Лечение. При бактериемическом шоке лечение проводят по следующим принципам: 1) применяют высокие дозы антибиотиков и химических антибактериальных препаратов широкого спектра действия с учетом функциональной способности почек — внутримышечно ампициллин (по 1 г 6 раз в сутки), гентамицина сульфат (по 40 мг 4 раза в сутки), канамицин (по 1 г 2 раза в сутки), цефалоспорины (по 1 г 4—6 раз в сутки); 2) для борьбы с сосудистым коллапсом назначают внутривенно капельно гипертензивные средства: гидрокортизон (или преднизолон) по 1000—2500 мг в сутки, который усиливает действие вазопрессорных средств, низкомолекулярный декстран, плазму крови с учетом гематокрита, средства для устранения ацидоза и электролитных нарушений; 3) назначают антигистаминные препараты: дипразин (пипольфен) (по 0,025 г 2—3 раза в день внутрь, по 1—2 мл 2,5 % раствора внутримышечно, 5—10 мл 0,5% раствора или 2 мл 2,5% раствора внутривенно), димедрол (по 0,03—0,05 г 1—'3 раза в день внутрь, по 1—2 мл 1 % раствора внутримышечно или внутривенно), суп-растин (по 0,025 г 2—3 раза в день внутрь, по 1—2 мл 2 % раствора внутримышечно или внутривенно); гепарин (по 5000 ЕД 3— 4 раза в сутки) и другие антикоагулянты; 4) проводят оксигенотерапию.

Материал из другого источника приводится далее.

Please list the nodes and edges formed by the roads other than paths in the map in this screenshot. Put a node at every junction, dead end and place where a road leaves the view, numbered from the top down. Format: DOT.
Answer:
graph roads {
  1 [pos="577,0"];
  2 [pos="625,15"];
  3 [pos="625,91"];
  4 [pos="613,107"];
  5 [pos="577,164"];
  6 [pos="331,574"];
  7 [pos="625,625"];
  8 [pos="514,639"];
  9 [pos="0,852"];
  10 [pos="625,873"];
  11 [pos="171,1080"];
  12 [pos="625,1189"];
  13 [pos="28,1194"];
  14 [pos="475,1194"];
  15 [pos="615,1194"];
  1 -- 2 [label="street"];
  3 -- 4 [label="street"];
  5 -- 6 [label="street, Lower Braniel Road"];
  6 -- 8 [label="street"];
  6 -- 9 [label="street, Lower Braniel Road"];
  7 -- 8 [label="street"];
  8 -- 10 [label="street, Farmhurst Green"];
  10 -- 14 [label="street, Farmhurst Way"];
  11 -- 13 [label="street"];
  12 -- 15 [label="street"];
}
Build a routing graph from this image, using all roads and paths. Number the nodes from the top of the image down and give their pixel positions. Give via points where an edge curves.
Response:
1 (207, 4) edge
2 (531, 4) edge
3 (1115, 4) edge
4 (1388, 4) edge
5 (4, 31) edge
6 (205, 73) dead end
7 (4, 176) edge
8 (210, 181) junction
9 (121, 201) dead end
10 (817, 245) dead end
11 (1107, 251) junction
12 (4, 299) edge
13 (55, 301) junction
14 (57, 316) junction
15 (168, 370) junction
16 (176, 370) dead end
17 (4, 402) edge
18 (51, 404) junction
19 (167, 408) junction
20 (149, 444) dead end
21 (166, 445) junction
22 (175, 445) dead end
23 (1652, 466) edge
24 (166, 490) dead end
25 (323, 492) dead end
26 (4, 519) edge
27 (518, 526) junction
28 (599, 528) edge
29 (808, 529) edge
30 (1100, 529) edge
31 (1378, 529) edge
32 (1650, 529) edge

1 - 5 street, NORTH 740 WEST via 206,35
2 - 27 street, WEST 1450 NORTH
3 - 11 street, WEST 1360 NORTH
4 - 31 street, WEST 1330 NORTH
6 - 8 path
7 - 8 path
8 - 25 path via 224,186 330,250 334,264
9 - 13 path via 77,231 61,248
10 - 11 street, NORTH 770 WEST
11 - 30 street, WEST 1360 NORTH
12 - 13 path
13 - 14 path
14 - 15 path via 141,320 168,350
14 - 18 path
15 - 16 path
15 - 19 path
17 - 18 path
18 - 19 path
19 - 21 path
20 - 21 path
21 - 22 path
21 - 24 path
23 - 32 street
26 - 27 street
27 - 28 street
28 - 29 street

Таким образом, самым существенным моментом лечения бактериемического шока являются:
1) восполнение объема циркулирующей крови (инфузионная терапия);
2) заместительная гормональная терапия.
Необходимым условием благополучного исхода бактериемического шока является восстановление оттока мочи катетеризацией почечной лоханки одновременно с началом лекарственной терапии, а при наличии непреодолимого препятствия для катетера — путем нефропиело- или пиелостомии тотчас по выведении больного из шока. (Предпочтительнее чрескожная пункционная нефростомия под ультразвуковым контролем). После стабилизации гемодинамических показателей и восстановления оттока мочи для быстрой элиминации бактерий и их токсинов можно применять один из методов экстракорпоральной детоксикации (гемосорбцию, плазмаферез, плазмосорбцию).